**Task item**
Reproduce the entries exactly as they appear below.

**Data excerpts**
○ ○ ○ ○

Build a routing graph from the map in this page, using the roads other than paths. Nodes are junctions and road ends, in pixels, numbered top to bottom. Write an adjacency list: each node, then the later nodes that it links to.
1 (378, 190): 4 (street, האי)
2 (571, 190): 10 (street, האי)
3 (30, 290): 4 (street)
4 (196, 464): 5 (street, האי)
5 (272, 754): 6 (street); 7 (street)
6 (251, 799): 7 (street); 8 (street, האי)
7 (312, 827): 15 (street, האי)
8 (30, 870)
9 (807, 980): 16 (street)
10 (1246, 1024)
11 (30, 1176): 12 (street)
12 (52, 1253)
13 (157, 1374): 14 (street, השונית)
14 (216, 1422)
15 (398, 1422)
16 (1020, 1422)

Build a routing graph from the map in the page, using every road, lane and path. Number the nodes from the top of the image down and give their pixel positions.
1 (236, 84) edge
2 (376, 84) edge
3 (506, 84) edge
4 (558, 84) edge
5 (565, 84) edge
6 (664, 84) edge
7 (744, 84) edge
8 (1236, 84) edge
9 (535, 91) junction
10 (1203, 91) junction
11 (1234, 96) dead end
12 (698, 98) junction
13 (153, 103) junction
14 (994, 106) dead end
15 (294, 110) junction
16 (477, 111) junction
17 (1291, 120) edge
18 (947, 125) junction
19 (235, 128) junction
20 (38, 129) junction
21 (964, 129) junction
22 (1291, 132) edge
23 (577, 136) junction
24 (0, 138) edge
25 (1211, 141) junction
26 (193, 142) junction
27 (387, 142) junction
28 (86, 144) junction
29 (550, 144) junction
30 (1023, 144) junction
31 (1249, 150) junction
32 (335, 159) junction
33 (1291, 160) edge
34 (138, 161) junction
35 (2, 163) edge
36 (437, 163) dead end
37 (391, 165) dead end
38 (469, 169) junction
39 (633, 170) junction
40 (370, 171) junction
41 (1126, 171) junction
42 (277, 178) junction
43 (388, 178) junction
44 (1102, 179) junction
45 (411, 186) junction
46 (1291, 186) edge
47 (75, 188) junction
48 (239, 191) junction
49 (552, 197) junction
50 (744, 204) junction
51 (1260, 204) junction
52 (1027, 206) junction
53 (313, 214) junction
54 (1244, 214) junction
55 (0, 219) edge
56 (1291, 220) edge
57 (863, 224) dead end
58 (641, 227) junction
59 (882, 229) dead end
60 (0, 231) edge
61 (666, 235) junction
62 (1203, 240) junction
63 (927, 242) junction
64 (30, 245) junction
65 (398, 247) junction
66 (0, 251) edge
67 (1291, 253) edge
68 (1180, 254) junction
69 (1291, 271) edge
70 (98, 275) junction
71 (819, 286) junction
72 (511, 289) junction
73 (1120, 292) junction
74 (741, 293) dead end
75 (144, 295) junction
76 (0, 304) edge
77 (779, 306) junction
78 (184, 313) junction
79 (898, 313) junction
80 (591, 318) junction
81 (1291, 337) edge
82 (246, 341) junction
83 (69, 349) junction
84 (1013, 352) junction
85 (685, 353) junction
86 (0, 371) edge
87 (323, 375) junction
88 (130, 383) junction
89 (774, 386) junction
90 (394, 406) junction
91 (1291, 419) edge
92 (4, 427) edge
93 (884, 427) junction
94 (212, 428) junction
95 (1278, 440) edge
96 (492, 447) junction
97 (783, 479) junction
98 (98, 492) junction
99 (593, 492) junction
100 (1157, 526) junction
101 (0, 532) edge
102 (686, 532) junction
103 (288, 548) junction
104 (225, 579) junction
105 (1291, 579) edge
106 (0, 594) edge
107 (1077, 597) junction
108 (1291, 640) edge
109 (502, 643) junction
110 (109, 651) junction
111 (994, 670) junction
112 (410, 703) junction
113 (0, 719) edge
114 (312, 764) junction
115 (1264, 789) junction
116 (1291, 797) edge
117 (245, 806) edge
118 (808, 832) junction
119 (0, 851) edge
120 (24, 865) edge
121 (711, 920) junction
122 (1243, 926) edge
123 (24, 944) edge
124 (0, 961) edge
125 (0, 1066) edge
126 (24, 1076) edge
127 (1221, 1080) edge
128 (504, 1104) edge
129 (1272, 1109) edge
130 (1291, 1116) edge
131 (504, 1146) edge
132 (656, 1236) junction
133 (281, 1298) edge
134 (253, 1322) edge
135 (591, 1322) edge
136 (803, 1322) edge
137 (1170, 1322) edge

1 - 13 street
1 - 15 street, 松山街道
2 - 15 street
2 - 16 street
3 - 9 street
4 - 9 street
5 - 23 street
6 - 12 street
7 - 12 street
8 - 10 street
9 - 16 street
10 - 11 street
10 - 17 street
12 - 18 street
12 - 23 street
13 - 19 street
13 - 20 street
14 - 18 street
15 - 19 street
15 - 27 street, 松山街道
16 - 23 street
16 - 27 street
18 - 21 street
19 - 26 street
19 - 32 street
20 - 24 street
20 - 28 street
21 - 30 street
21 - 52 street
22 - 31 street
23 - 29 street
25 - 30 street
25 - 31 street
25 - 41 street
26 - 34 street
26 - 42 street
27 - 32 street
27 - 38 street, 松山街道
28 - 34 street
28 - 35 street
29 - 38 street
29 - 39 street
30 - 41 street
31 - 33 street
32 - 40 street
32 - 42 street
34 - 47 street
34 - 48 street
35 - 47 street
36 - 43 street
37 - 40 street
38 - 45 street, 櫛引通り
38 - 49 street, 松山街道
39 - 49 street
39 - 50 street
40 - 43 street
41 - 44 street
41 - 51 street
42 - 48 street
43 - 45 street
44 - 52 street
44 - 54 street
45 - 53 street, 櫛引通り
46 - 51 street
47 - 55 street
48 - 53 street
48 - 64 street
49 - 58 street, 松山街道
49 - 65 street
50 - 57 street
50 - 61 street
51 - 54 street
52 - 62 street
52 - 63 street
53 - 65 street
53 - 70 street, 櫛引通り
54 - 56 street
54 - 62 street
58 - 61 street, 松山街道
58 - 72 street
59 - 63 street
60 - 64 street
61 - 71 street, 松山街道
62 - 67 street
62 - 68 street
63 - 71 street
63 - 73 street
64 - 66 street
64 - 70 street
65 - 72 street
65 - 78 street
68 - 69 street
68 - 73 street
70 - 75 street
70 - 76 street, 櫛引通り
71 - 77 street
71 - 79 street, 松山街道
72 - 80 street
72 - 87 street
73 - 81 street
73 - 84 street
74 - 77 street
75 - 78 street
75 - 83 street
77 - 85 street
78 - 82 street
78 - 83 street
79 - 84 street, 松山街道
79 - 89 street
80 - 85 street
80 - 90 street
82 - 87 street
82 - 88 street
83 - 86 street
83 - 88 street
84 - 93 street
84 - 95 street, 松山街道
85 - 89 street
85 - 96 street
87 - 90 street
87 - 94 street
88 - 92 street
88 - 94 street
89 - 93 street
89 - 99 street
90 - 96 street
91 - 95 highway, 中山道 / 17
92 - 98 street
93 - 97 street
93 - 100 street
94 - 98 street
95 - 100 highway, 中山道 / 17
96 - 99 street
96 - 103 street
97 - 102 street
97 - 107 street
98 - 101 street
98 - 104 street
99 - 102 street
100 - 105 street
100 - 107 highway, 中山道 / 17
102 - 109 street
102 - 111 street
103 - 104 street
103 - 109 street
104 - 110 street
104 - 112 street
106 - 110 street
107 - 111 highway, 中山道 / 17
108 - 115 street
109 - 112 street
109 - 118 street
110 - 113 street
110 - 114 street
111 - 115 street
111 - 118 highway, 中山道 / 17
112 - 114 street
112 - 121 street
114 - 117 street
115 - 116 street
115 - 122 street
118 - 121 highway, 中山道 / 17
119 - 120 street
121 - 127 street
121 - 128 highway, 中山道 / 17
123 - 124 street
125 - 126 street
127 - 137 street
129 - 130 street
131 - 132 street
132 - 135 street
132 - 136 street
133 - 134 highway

○ ○ ○ ○

**Result**
Build a routing graph from the map in this page, using the roads other than paths. Nodes are junctions and road ends, in pixels, numbered top to bottom. Write an adjacency list: each node, then the later nodes that it links to.
1 (378, 190): 4 (street, האי)
2 (571, 190): 10 (street, האי)
3 (30, 290): 4 (street)
4 (196, 464): 5 (street, האי)
5 (272, 754): 6 (street); 7 (street)
6 (251, 799): 7 (street); 8 (street, האי)
7 (312, 827): 15 (street, האי)
8 (30, 870)
9 (807, 980): 16 (street)
10 (1246, 1024)
11 (30, 1176): 12 (street)
12 (52, 1253)
13 (157, 1374): 14 (street, השונית)
14 (216, 1422)
15 (398, 1422)
16 (1020, 1422)

Build a routing graph from the map in the page, using every road, lane and path. Number the nodes from the top of the image down and give their pixel positions.
1 (236, 84) edge
2 (376, 84) edge
3 (506, 84) edge
4 (558, 84) edge
5 (565, 84) edge
6 (664, 84) edge
7 (744, 84) edge
8 (1236, 84) edge
9 (535, 91) junction
10 (1203, 91) junction
11 (1234, 96) dead end
12 (698, 98) junction
13 (153, 103) junction
14 (994, 106) dead end
15 (294, 110) junction
16 (477, 111) junction
17 (1291, 120) edge
18 (947, 125) junction
19 (235, 128) junction
20 (38, 129) junction
21 (964, 129) junction
22 (1291, 132) edge
23 (577, 136) junction
24 (0, 138) edge
25 (1211, 141) junction
26 (193, 142) junction
27 (387, 142) junction
28 (86, 144) junction
29 (550, 144) junction
30 (1023, 144) junction
31 (1249, 150) junction
32 (335, 159) junction
33 (1291, 160) edge
34 (138, 161) junction
35 (2, 163) edge
36 (437, 163) dead end
37 (391, 165) dead end
38 (469, 169) junction
39 (633, 170) junction
40 (370, 171) junction
41 (1126, 171) junction
42 (277, 178) junction
43 (388, 178) junction
44 (1102, 179) junction
45 (411, 186) junction
46 (1291, 186) edge
47 (75, 188) junction
48 (239, 191) junction
49 (552, 197) junction
50 (744, 204) junction
51 (1260, 204) junction
52 (1027, 206) junction
53 (313, 214) junction
54 (1244, 214) junction
55 (0, 219) edge
56 (1291, 220) edge
57 (863, 224) dead end
58 (641, 227) junction
59 (882, 229) dead end
60 (0, 231) edge
61 (666, 235) junction
62 (1203, 240) junction
63 (927, 242) junction
64 (30, 245) junction
65 (398, 247) junction
66 (0, 251) edge
67 (1291, 253) edge
68 (1180, 254) junction
69 (1291, 271) edge
70 (98, 275) junction
71 (819, 286) junction
72 (511, 289) junction
73 (1120, 292) junction
74 (741, 293) dead end
75 (144, 295) junction
76 (0, 304) edge
77 (779, 306) junction
78 (184, 313) junction
79 (898, 313) junction
80 (591, 318) junction
81 (1291, 337) edge
82 (246, 341) junction
83 (69, 349) junction
84 (1013, 352) junction
85 (685, 353) junction
86 (0, 371) edge
87 (323, 375) junction
88 (130, 383) junction
89 (774, 386) junction
90 (394, 406) junction
91 (1291, 419) edge
92 (4, 427) edge
93 (884, 427) junction
94 (212, 428) junction
95 (1278, 440) edge
96 (492, 447) junction
97 (783, 479) junction
98 (98, 492) junction
99 (593, 492) junction
100 (1157, 526) junction
101 (0, 532) edge
102 (686, 532) junction
103 (288, 548) junction
104 (225, 579) junction
105 (1291, 579) edge
106 (0, 594) edge
107 (1077, 597) junction
108 (1291, 640) edge
109 (502, 643) junction
110 (109, 651) junction
111 (994, 670) junction
112 (410, 703) junction
113 (0, 719) edge
114 (312, 764) junction
115 (1264, 789) junction
116 (1291, 797) edge
117 (245, 806) edge
118 (808, 832) junction
119 (0, 851) edge
120 (24, 865) edge
121 (711, 920) junction
122 (1243, 926) edge
123 (24, 944) edge
124 (0, 961) edge
125 (0, 1066) edge
126 (24, 1076) edge
127 (1221, 1080) edge
128 (504, 1104) edge
129 (1272, 1109) edge
130 (1291, 1116) edge
131 (504, 1146) edge
132 (656, 1236) junction
133 (281, 1298) edge
134 (253, 1322) edge
135 (591, 1322) edge
136 (803, 1322) edge
137 (1170, 1322) edge

1 - 13 street
1 - 15 street, 松山街道
2 - 15 street
2 - 16 street
3 - 9 street
4 - 9 street
5 - 23 street
6 - 12 street
7 - 12 street
8 - 10 street
9 - 16 street
10 - 11 street
10 - 17 street
12 - 18 street
12 - 23 street
13 - 19 street
13 - 20 street
14 - 18 street
15 - 19 street
15 - 27 street, 松山街道
16 - 23 street
16 - 27 street
18 - 21 street
19 - 26 street
19 - 32 street
20 - 24 street
20 - 28 street
21 - 30 street
21 - 52 street
22 - 31 street
23 - 29 street
25 - 30 street
25 - 31 street
25 - 41 street
26 - 34 street
26 - 42 street
27 - 32 street
27 - 38 street, 松山街道
28 - 34 street
28 - 35 street
29 - 38 street
29 - 39 street
30 - 41 street
31 - 33 street
32 - 40 street
32 - 42 street
34 - 47 street
34 - 48 street
35 - 47 street
36 - 43 street
37 - 40 street
38 - 45 street, 櫛引通り
38 - 49 street, 松山街道
39 - 49 street
39 - 50 street
40 - 43 street
41 - 44 street
41 - 51 street
42 - 48 street
43 - 45 street
44 - 52 street
44 - 54 street
45 - 53 street, 櫛引通り
46 - 51 street
47 - 55 street
48 - 53 street
48 - 64 street
49 - 58 street, 松山街道
49 - 65 street
50 - 57 street
50 - 61 street
51 - 54 street
52 - 62 street
52 - 63 street
53 - 65 street
53 - 70 street, 櫛引通り
54 - 56 street
54 - 62 street
58 - 61 street, 松山街道
58 - 72 street
59 - 63 street
60 - 64 street
61 - 71 street, 松山街道
62 - 67 street
62 - 68 street
63 - 71 street
63 - 73 street
64 - 66 street
64 - 70 street
65 - 72 street
65 - 78 street
68 - 69 street
68 - 73 street
70 - 75 street
70 - 76 street, 櫛引通り
71 - 77 street
71 - 79 street, 松山街道
72 - 80 street
72 - 87 street
73 - 81 street
73 - 84 street
74 - 77 street
75 - 78 street
75 - 83 street
77 - 85 street
78 - 82 street
78 - 83 street
79 - 84 street, 松山街道
79 - 89 street
80 - 85 street
80 - 90 street
82 - 87 street
82 - 88 street
83 - 86 street
83 - 88 street
84 - 93 street
84 - 95 street, 松山街道
85 - 89 street
85 - 96 street
87 - 90 street
87 - 94 street
88 - 92 street
88 - 94 street
89 - 93 street
89 - 99 street
90 - 96 street
91 - 95 highway, 中山道 / 17
92 - 98 street
93 - 97 street
93 - 100 street
94 - 98 street
95 - 100 highway, 中山道 / 17
96 - 99 street
96 - 103 street
97 - 102 street
97 - 107 street
98 - 101 street
98 - 104 street
99 - 102 street
100 - 105 street
100 - 107 highway, 中山道 / 17
102 - 109 street
102 - 111 street
103 - 104 street
103 - 109 street
104 - 110 street
104 - 112 street
106 - 110 street
107 - 111 highway, 中山道 / 17
108 - 115 street
109 - 112 street
109 - 118 street
110 - 113 street
110 - 114 street
111 - 115 street
111 - 118 highway, 中山道 / 17
112 - 114 street
112 - 121 street
114 - 117 street
115 - 116 street
115 - 122 street
118 - 121 highway, 中山道 / 17
119 - 120 street
121 - 127 street
121 - 128 highway, 中山道 / 17
123 - 124 street
125 - 126 street
127 - 137 street
129 - 130 street
131 - 132 street
132 - 135 street
132 - 136 street
133 - 134 highway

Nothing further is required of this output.